O servidor, via de regra, fará os depósitos até a data que atender os critérios de aposentação[1]. Isso porque, ao se aposentar pelo Regime Próprio de Previdência Social da União (RPPSU), ele alcançará os requisitos de elegibilidade para passar à inatividade laboral pela FUNPRESP. Esses depósitos mensais serão corrigidos conforme a rentabilidade financeira obtida pelo seu perfil de investimento, devendo ser sempre superior à inflação.

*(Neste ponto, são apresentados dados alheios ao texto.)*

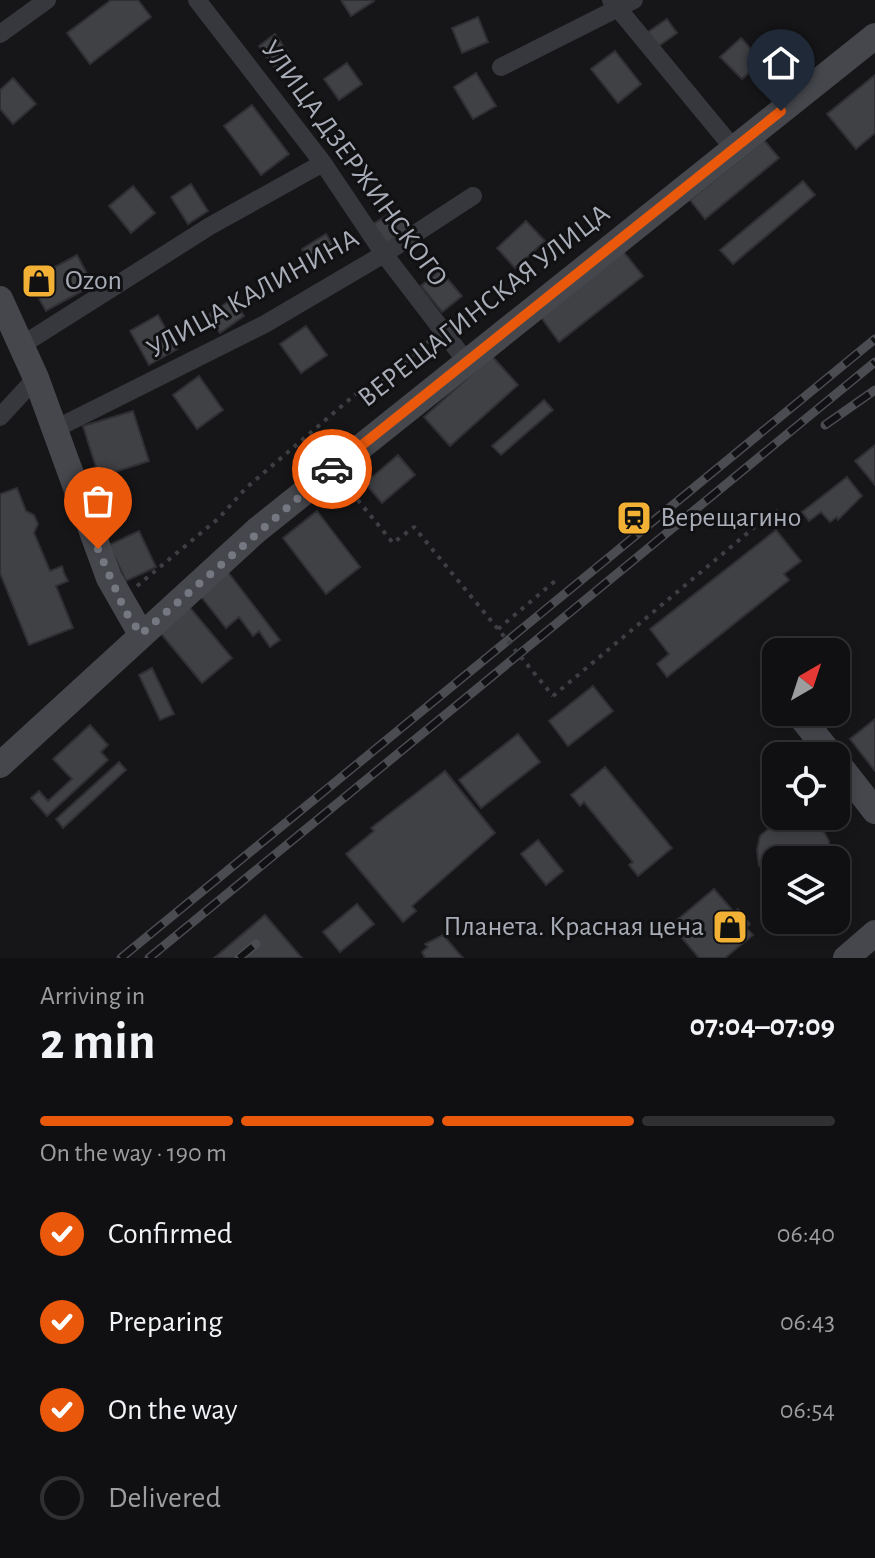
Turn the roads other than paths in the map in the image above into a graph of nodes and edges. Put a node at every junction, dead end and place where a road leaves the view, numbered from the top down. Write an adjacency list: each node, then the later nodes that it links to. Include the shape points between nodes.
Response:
1 (47, 0): 4 (street)
2 (197, 0): 8 (street, УЛИЦА ДЗЕРЖИНСКОГО)
3 (621, 3): 6 (street); 7 (street)
4 (0, 34)
5 (875, 36): 7 (main road, ВЕРЕЩАГИНСКАЯ УЛИЦА)
6 (501, 67)
7 (734, 149): 13 (main road, ВЕРЕЩАГИНСКАЯ УЛИЦА)
8 (323, 163): 10 (street, УЛИЦА ДЗЕРЖИНСКОГО); 12 (street, via 210,226)
9 (473, 196): 10 (street, УЛИЦА КАЛИНИНА)
10 (384, 254): 13 (street, УЛИЦА ДЗЕРЖИНСКОГО); 16 (street, УЛИЦА КАЛИНИНА, via 265,324)
11 (0, 299): 12 (main road)
12 (22, 345): 14 (main road)
13 (466, 361): 17 (main road, ВЕРЕЩАГИНСКАЯ УЛИЦА, via 257,530)
14 (36, 378): 15 (street); 16 (main road)
15 (0, 417)
16 (53, 430): 17 (main road, via 109,578)
17 (141, 634): 20 (main road, ВЕРЕЩАГИНСКАЯ УЛИЦА)
18 (808, 726): 19 (main road)
19 (821, 742)
20 (0, 765)
21 (850, 779): 22 (main road)
22 (875, 811)
23 (875, 933): 24 (main road)
24 (846, 958)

Importante ressaltar que somente parte do valor descontado é destinado à reserva acumulada do participante, uma vez que, do total arrecadado, uma parcela será remetida ao pagamento de taxa de carregamento e a outra, à manutenção do Fundo Coletivo de Benefícios Extraordinários, destinado à cobertura de benefícios não programados, como por exemplo aposentadoria por invalidez, pensão por morte e sobrevivência além da expectativa de vida.

É na fase de uso da reserva que o cenário se descortina e se torna mais complexo, pois, ao final de seu período de acumulação (início da aposentadoria), o servidor possui uma reserva matemática substancial em valores nominais. Mas ele deve lembrar: aquele valor monetário deverá durar até finalizar a sua expectativa de vida, isto é, até o servidor vir a óbito. Caso o funcionário público sobreviva após este período, o montante do benefício sofrerá uma redução.

Importante saber ainda que para estabelecer a quantia do provento, a FUNPRESP irá pegar a sua reserva matemática e dividir pela expectativa de vida em meses. Desse modo, o servidor saberá o valor em cotas de R$ 1 de seu provento inicial bruto de aposentação. A reserva matemática remanescente ainda é aplicada no mercado financeiro, conforme o perfil de investimento escolhido. Assim, após o pagamento das 13 primeiras parcelas (12 salários e um 13º), a FUNPRESP deverá fazer o ajuste do provento, dividindo o saldo de sua reserva matemática pelo que resta de expectativa de vida.

O novo provento manterá a quantidade de cotas iniciais. Todavia, o valor da cota varia de acordo com a rentabilidade dos investimentos realizados. Isso acontecerá sucessivamente, ano após ano, até atingir a expectativa de vida preestabelecida, quando de sua aposentação”

Portanto, os participantes da FUNPRESP devem estar alertas para acompanhar eventuais ingerências políticas que prejudiquem os planos de previdência fechada, pois os seus proventos por parte da previdência privada serão variáveis a cada exercício financeiro, não havendo compromisso em manter o valor nominal do benefício por toda a vida de aposentação.

Os cenários apresentados são meramente informativos, cujo objetivo consiste em oferecer um conjunto de aspectos a serem analisados para a tomada de decisão. Assim, é imprescindível que a avaliação seja individualizada, considerando as simulações matemáticas de renda futura, bem como prós e contras de uma migração, com base em variáveis econômicas e no estilo de vida do servidor.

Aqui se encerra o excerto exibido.